WHAT THE EXERCISE ASKS: Return each of the entries below precisely as it appears.

DATA SUPPLIED:
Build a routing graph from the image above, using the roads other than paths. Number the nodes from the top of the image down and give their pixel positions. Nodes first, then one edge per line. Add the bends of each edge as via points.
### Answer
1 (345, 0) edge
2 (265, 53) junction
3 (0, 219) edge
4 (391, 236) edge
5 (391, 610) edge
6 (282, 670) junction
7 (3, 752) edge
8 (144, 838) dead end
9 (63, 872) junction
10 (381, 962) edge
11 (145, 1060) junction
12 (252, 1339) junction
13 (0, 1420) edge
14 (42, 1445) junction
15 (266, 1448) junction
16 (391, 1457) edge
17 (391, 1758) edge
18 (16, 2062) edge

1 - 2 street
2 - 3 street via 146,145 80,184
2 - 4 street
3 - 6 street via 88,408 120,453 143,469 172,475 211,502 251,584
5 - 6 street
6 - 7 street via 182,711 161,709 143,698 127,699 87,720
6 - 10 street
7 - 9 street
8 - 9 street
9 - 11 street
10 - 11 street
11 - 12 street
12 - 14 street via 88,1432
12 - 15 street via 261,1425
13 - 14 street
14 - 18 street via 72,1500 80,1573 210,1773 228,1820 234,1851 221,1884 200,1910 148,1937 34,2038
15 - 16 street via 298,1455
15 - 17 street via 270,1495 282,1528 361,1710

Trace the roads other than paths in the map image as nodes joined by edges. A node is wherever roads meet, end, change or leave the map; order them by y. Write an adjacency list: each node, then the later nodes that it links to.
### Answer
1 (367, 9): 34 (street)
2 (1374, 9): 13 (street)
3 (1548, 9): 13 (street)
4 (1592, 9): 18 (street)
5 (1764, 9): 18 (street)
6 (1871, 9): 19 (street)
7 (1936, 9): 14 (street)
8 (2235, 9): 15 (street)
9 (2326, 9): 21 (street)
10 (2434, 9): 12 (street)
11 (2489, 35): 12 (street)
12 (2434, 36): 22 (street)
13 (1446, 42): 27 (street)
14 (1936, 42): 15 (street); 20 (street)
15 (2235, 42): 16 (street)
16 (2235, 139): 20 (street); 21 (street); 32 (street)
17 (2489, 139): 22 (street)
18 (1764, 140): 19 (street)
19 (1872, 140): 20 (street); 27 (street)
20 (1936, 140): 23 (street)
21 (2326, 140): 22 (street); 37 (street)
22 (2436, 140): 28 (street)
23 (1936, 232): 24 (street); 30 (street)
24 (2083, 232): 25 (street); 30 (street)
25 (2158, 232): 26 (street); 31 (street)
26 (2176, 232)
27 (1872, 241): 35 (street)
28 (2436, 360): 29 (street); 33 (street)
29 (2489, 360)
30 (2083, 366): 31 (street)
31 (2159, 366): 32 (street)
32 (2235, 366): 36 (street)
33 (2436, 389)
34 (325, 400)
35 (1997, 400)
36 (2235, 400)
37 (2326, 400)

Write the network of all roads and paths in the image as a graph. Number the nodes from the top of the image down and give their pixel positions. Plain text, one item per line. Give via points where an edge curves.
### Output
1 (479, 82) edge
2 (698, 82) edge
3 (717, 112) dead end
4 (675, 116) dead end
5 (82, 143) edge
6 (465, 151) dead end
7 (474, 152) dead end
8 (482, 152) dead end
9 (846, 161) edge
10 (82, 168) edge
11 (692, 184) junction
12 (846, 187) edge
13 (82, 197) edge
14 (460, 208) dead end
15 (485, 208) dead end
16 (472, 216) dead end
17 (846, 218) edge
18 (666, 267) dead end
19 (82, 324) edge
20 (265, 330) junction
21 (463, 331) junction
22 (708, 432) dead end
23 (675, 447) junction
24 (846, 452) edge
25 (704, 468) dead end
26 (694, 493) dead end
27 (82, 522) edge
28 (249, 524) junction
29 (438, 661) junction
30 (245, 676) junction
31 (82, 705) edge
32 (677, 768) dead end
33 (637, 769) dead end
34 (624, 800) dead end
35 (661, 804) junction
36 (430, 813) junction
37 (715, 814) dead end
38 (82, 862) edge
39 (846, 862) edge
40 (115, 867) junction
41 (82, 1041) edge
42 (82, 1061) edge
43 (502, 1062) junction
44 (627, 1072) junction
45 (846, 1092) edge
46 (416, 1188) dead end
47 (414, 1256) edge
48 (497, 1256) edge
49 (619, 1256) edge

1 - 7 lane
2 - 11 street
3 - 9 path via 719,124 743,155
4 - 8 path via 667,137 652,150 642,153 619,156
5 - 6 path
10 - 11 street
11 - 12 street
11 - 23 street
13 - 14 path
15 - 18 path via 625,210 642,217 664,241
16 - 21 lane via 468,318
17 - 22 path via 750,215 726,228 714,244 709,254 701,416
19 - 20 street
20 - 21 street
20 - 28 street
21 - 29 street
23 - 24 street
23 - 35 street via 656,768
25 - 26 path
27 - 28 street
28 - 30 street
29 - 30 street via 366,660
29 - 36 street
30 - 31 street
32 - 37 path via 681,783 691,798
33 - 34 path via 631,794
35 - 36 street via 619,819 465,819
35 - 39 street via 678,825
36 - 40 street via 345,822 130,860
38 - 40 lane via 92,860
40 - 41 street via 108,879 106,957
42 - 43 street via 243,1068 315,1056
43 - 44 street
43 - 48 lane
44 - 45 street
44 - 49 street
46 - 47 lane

RESULT OF THIS EXERCISE:
Build a routing graph from the image above, using the roads other than paths. Number the nodes from the top of the image down and give their pixel positions. Nodes first, then one edge per line. Add the bends of each edge as via points.
### Answer
1 (345, 0) edge
2 (265, 53) junction
3 (0, 219) edge
4 (391, 236) edge
5 (391, 610) edge
6 (282, 670) junction
7 (3, 752) edge
8 (144, 838) dead end
9 (63, 872) junction
10 (381, 962) edge
11 (145, 1060) junction
12 (252, 1339) junction
13 (0, 1420) edge
14 (42, 1445) junction
15 (266, 1448) junction
16 (391, 1457) edge
17 (391, 1758) edge
18 (16, 2062) edge

1 - 2 street
2 - 3 street via 146,145 80,184
2 - 4 street
3 - 6 street via 88,408 120,453 143,469 172,475 211,502 251,584
5 - 6 street
6 - 7 street via 182,711 161,709 143,698 127,699 87,720
6 - 10 street
7 - 9 street
8 - 9 street
9 - 11 street
10 - 11 street
11 - 12 street
12 - 14 street via 88,1432
12 - 15 street via 261,1425
13 - 14 street
14 - 18 street via 72,1500 80,1573 210,1773 228,1820 234,1851 221,1884 200,1910 148,1937 34,2038
15 - 16 street via 298,1455
15 - 17 street via 270,1495 282,1528 361,1710

Trace the roads other than paths in the map image as nodes joined by edges. A node is wherever roads meet, end, change or leave the map; order them by y. Write an adjacency list: each node, then the later nodes that it links to.
### Answer
1 (367, 9): 34 (street)
2 (1374, 9): 13 (street)
3 (1548, 9): 13 (street)
4 (1592, 9): 18 (street)
5 (1764, 9): 18 (street)
6 (1871, 9): 19 (street)
7 (1936, 9): 14 (street)
8 (2235, 9): 15 (street)
9 (2326, 9): 21 (street)
10 (2434, 9): 12 (street)
11 (2489, 35): 12 (street)
12 (2434, 36): 22 (street)
13 (1446, 42): 27 (street)
14 (1936, 42): 15 (street); 20 (street)
15 (2235, 42): 16 (street)
16 (2235, 139): 20 (street); 21 (street); 32 (street)
17 (2489, 139): 22 (street)
18 (1764, 140): 19 (street)
19 (1872, 140): 20 (street); 27 (street)
20 (1936, 140): 23 (street)
21 (2326, 140): 22 (street); 37 (street)
22 (2436, 140): 28 (street)
23 (1936, 232): 24 (street); 30 (street)
24 (2083, 232): 25 (street); 30 (street)
25 (2158, 232): 26 (street); 31 (street)
26 (2176, 232)
27 (1872, 241): 35 (street)
28 (2436, 360): 29 (street); 33 (street)
29 (2489, 360)
30 (2083, 366): 31 (street)
31 (2159, 366): 32 (street)
32 (2235, 366): 36 (street)
33 (2436, 389)
34 (325, 400)
35 (1997, 400)
36 (2235, 400)
37 (2326, 400)

Write the network of all roads and paths in the image as a graph. Number the nodes from the top of the image down and give their pixel positions. Plain text, one item per line. Give via points where an edge curves.
### Output
1 (479, 82) edge
2 (698, 82) edge
3 (717, 112) dead end
4 (675, 116) dead end
5 (82, 143) edge
6 (465, 151) dead end
7 (474, 152) dead end
8 (482, 152) dead end
9 (846, 161) edge
10 (82, 168) edge
11 (692, 184) junction
12 (846, 187) edge
13 (82, 197) edge
14 (460, 208) dead end
15 (485, 208) dead end
16 (472, 216) dead end
17 (846, 218) edge
18 (666, 267) dead end
19 (82, 324) edge
20 (265, 330) junction
21 (463, 331) junction
22 (708, 432) dead end
23 (675, 447) junction
24 (846, 452) edge
25 (704, 468) dead end
26 (694, 493) dead end
27 (82, 522) edge
28 (249, 524) junction
29 (438, 661) junction
30 (245, 676) junction
31 (82, 705) edge
32 (677, 768) dead end
33 (637, 769) dead end
34 (624, 800) dead end
35 (661, 804) junction
36 (430, 813) junction
37 (715, 814) dead end
38 (82, 862) edge
39 (846, 862) edge
40 (115, 867) junction
41 (82, 1041) edge
42 (82, 1061) edge
43 (502, 1062) junction
44 (627, 1072) junction
45 (846, 1092) edge
46 (416, 1188) dead end
47 (414, 1256) edge
48 (497, 1256) edge
49 (619, 1256) edge

1 - 7 lane
2 - 11 street
3 - 9 path via 719,124 743,155
4 - 8 path via 667,137 652,150 642,153 619,156
5 - 6 path
10 - 11 street
11 - 12 street
11 - 23 street
13 - 14 path
15 - 18 path via 625,210 642,217 664,241
16 - 21 lane via 468,318
17 - 22 path via 750,215 726,228 714,244 709,254 701,416
19 - 20 street
20 - 21 street
20 - 28 street
21 - 29 street
23 - 24 street
23 - 35 street via 656,768
25 - 26 path
27 - 28 street
28 - 30 street
29 - 30 street via 366,660
29 - 36 street
30 - 31 street
32 - 37 path via 681,783 691,798
33 - 34 path via 631,794
35 - 36 street via 619,819 465,819
35 - 39 street via 678,825
36 - 40 street via 345,822 130,860
38 - 40 lane via 92,860
40 - 41 street via 108,879 106,957
42 - 43 street via 243,1068 315,1056
43 - 44 street
43 - 48 lane
44 - 45 street
44 - 49 street
46 - 47 lane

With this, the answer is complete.